(Collected data)

════════════════════

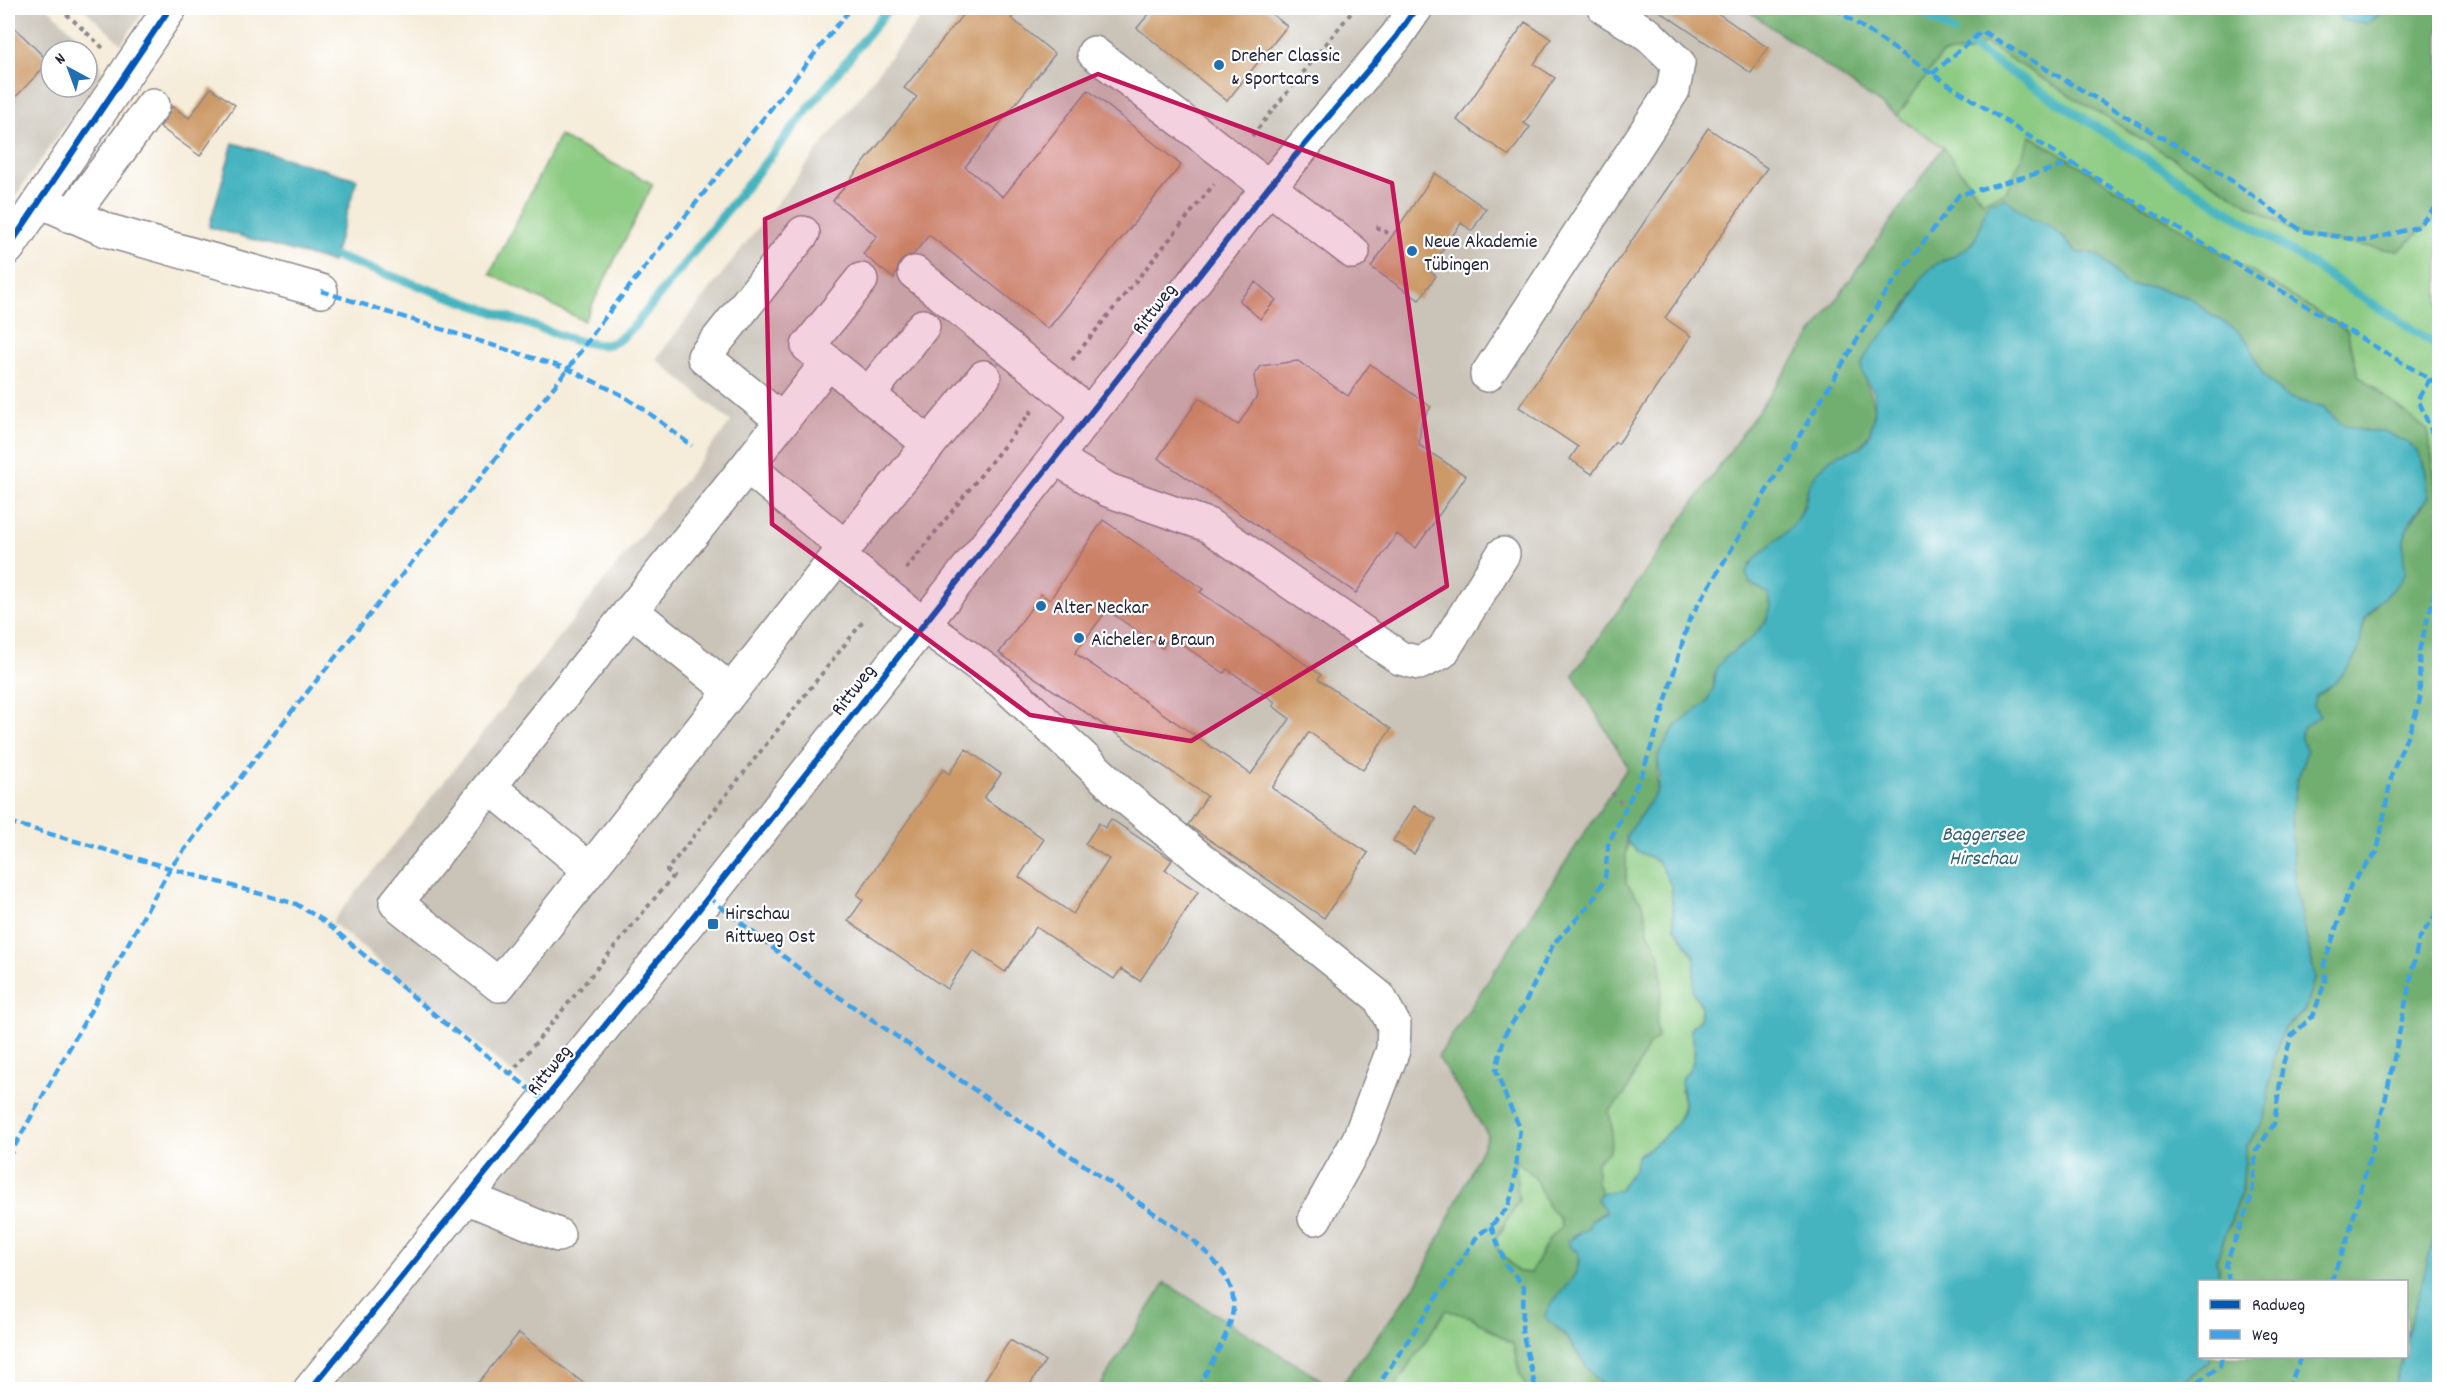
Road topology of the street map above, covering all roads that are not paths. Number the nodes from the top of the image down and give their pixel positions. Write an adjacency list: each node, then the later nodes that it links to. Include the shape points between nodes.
1 (170, 8): 7 (street)
2 (1416, 8): 6 (street, Rittweg)
3 (1605, 8): 17 (street, via 1649,35 1678,63 1673,90)
4 (1094, 53): 6 (street)
5 (153, 105): 8 (street)
6 (1268, 188): 11 (street); 20 (street, Rittweg)
7 (40, 201): 8 (street); 10 (street)
8 (71, 216): 14 (street, via 181,253)
9 (803, 233): 21 (street, via 704,357)
10 (8, 248)
11 (1353, 252)
12 (915, 273): 20 (street)
13 (861, 280): 16 (street, via 808,346)
14 (321, 291)
15 (923, 326): 19 (street)
16 (828, 362): 19 (street); 21 (street)
17 (1487, 375)
18 (984, 377): 22 (street)
19 (868, 394): 22 (street)
20 (1090, 414): 23 (street, Rittweg)
21 (783, 421): 24 (street)
22 (929, 444): 25 (street)
23 (1056, 458): 26 (street, via 1108,490 1208,525 1400,658 1419,663 1442,652); 28 (street, Rittweg)
24 (747, 466): 25 (street); 27 (street)
25 (841, 551): 28 (street); 29 (street)
26 (1503, 554)
27 (632, 611): 29 (street); 30 (street)
28 (924, 625): 32 (street, Rittweg); 33 (street, via 1002,682 1132,804 1379,997 1394,1025 1393,1050 1359,1139)
29 (731, 691): 31 (street)
30 (490, 787): 31 (street); 31 (street, via 396,903 499,985)
31 (590, 870)
32 (466, 1197): 34 (street); 35 (street, Rittweg)
33 (1315, 1218)
34 (558, 1235)
35 (310, 1389)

════════════════════

Produce the data again character for character, with the images left out.

Road topology of the street map above, covering all roads that are not paths. Number the nodes from the top of the image down and give their pixel positions. Write an adjacency list: each node, then the later nodes that it links to. Include the shape points between nodes.
1 (170, 8): 7 (street)
2 (1416, 8): 6 (street, Rittweg)
3 (1605, 8): 17 (street, via 1649,35 1678,63 1673,90)
4 (1094, 53): 6 (street)
5 (153, 105): 8 (street)
6 (1268, 188): 11 (street); 20 (street, Rittweg)
7 (40, 201): 8 (street); 10 (street)
8 (71, 216): 14 (street, via 181,253)
9 (803, 233): 21 (street, via 704,357)
10 (8, 248)
11 (1353, 252)
12 (915, 273): 20 (street)
13 (861, 280): 16 (street, via 808,346)
14 (321, 291)
15 (923, 326): 19 (street)
16 (828, 362): 19 (street); 21 (street)
17 (1487, 375)
18 (984, 377): 22 (street)
19 (868, 394): 22 (street)
20 (1090, 414): 23 (street, Rittweg)
21 (783, 421): 24 (street)
22 (929, 444): 25 (street)
23 (1056, 458): 26 (street, via 1108,490 1208,525 1400,658 1419,663 1442,652); 28 (street, Rittweg)
24 (747, 466): 25 (street); 27 (street)
25 (841, 551): 28 (street); 29 (street)
26 (1503, 554)
27 (632, 611): 29 (street); 30 (street)
28 (924, 625): 32 (street, Rittweg); 33 (street, via 1002,682 1132,804 1379,997 1394,1025 1393,1050 1359,1139)
29 (731, 691): 31 (street)
30 (490, 787): 31 (street); 31 (street, via 396,903 499,985)
31 (590, 870)
32 (466, 1197): 34 (street); 35 (street, Rittweg)
33 (1315, 1218)
34 (558, 1235)
35 (310, 1389)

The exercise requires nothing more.